То, что я выдумала для Эдуардо, действительно когда-нибудь произойдет. Долго ли я еще смогу выносить реальность, зависит от моей работы. Работа — единственное, что меня уравновешивает. Дневник — это порождение болезни, возможно, ее гипертрофированная форма. Когда я пишу, я чувствую явное облегчение. Но кроме того, я пытаюсь запечатлеть, увековечить себя.
Генри считает, что дневник важен, если я пишу в нем правду, например, описываю подробности своих обманов.
Мне кажется, я иду по пути наименьшего сопротивления. Как будто передо мной три или четыре колеи, и если следовать по всем одновременно, получится немыслимая смесь невинности и испорченности, щедрости и расчетливости, трусости и смелости. Я не могу сказать всю правду просто потому, что мне бы тогда пришлось писать одновременно четыре дневника. Пришлось бы восстанавливать в памяти каждый шаг, потому что я очень люблю все приукрашивать.
Гостиница «Акензеехоф», Тироль. Прошлой ночью я вытянула руку в пустоте в надежде прикоснуться к сильному и чувственному Генри. Мне было очень грустно узнать, что он написал мне в Дижоне страстное письмо, а потом разорвал его, потому что в моем письме содержался намек на его гиперсексуальность. Я и не думала упрекать его, но он воспринял все именно так.

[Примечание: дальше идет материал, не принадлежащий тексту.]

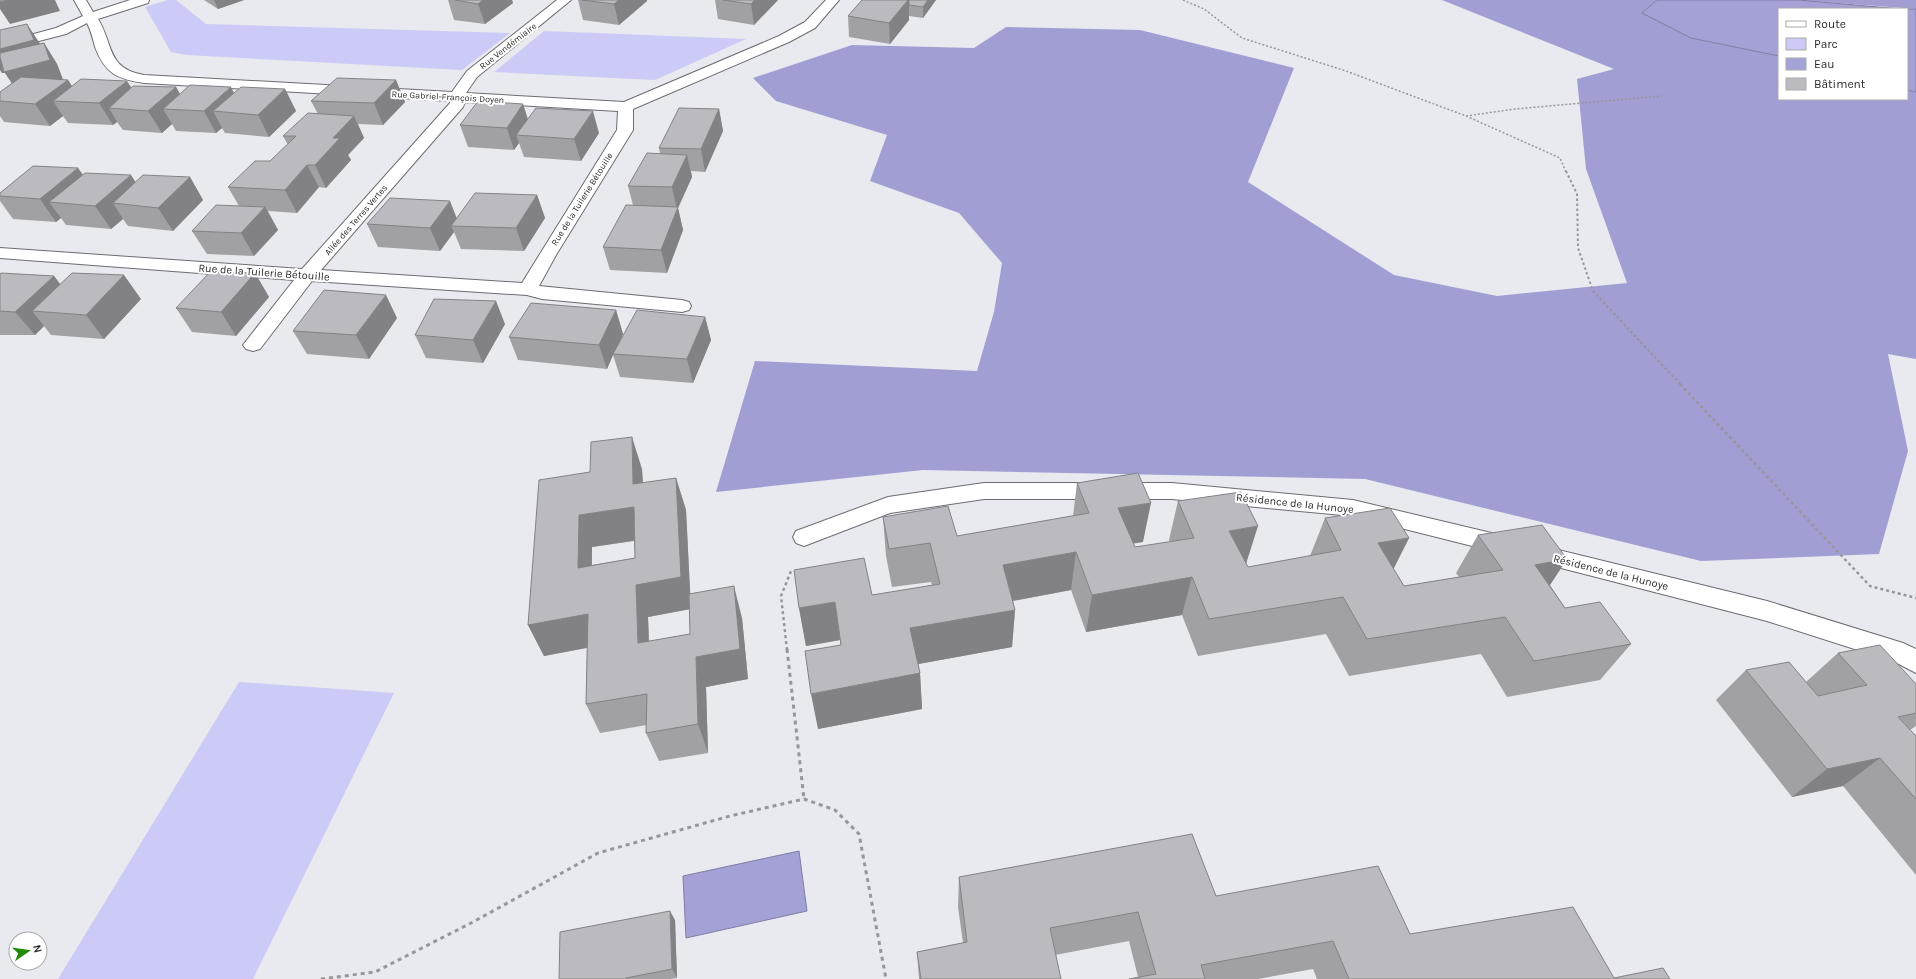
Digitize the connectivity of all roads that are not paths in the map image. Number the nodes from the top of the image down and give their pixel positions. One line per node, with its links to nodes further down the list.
1 (80, 0): 5 (street, Rue Gabriel-François Doyen)
2 (143, 0): 5 (street)
3 (565, 0): 7 (street, Rue Vendémiaire)
4 (833, 0): 8 (street, Rue Gabriel-François Doyen)
5 (90, 17): 6 (street); 7 (street, Rue Gabriel-François Doyen)
6 (0, 47)
7 (456, 97): 8 (street, Rue Gabriel-François Doyen); 10 (street, Allée des Terres Vertes)
8 (626, 107): 11 (street, Rue de la Tuilerie Bétouille)
9 (0, 253): 10 (street, Rue de la Tuilerie Bétouille)
10 (308, 275): 11 (street, Rue de la Tuilerie Bétouille); 13 (street, Allée des Terres Vertes)
11 (528, 289): 12 (street, Rue de la Tuilerie Bétouille)
12 (682, 306)
13 (253, 345)
14 (804, 537): 15 (street, Résidence de la Hunoye)
15 (1916, 662)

Спать, спать, пока я не восстановлю силы, и проснуться свободной и просветленной. Мысль о необходимости написать множество писем угнетает меня. Даже Генри я послала только маленькую записку. Горы, тяжелые облака, туманы, стеганые одеяла, шерстяные пледы… И я тихой соней лежу на кровати. Мой нос вернулся к нормальным размерам. Я прячу свой дневник в печке, среди золы.
Я проснулась и написала письмо Генри. Потом внезапно вспомнила свой сон: приехала Джун. Она пришла повидаться со мной перед тем, как идти к Генри. Она снова выглядит угрюмой и безразличной, как в других моих снах. Я спала. Она разбудила меня поцелуем и сразу же начала говорить, как она во мне разочарована. Стала критиковать мою внешность. Когда она сказала, что у меня слишком широкий и мясистый нос, я рассказала ей об операции. Но уже через пару мгновений я пожалела о сказанном, потому что поняла: она все расскажет Генри. Я сказала, что знаю, насколько она красивее меня. Она попросила, чтобы я ласкала ее клитор. Я была весьма искусна и испытала то же наслаждение, как если бы мастурбировала сама. Она была рада доставленному удовольствию и, уходя, все время меня благодарила.
— А теперь я собираюсь к Генри, — сказала она.
Письмо к Генри:
С какой радостью я принимаю здесь Хьюго! Я получила огромное удовольствие, даже наслаждение от того, как он занимался со мной любовью. Почему-то в таком месте, как Тироль, я не могу скучать по Генри, не представляю его здесь, среди этих гор, озер, здоровья, одиночества, сна. Здесь празднует победу Хьюго, с его красивыми ногами в тирольских шортах. Я отдыхаю здесь с ним, а моя жизнь с Генри в Париже — как сон.
Мы с Хьюго возвращаемся к нежности и насмешкам. Неделя, проведенная без меня, сделала его взрослее. Мне кажется, мы не можем взрослеть вместе, мы становимся мягкими, слабыми, молодыми. Мы слишком зависим друг от друга. Вместе мы живем в нереальном мире. Хьюго считает, что внешний грубый мир мы выносим только потому, что у нас есть тыл — наш с ним мир на двоих.
Он очень расстроился, когда увидел, что мой нос стал идеальным.
— Но я так любил эту маленькую забавную горбинку. Мне не нравится, что ты меняешься.
В конце концов я убедила его, что с эстетической точки зрения налицо явное улучшение. Интересно, что скажет Генри.
В некотором смысле я боюсь получить от него письмо. Оно внесет в жизнь лихорадочное возбуждение. Я укрылась за безопасной и спокойной преданностью Хьюго. Я лежу на его широкой волосатой груди. Иногда мне вдруг становится скучно, не хватает терпения, но я стараюсь не выдать себя. Мы счастливы вместе, радуемся мелочам. Окружающие, как всегда, принимают нас за молодоженов, приехавших провести в Австрии медовый месяц.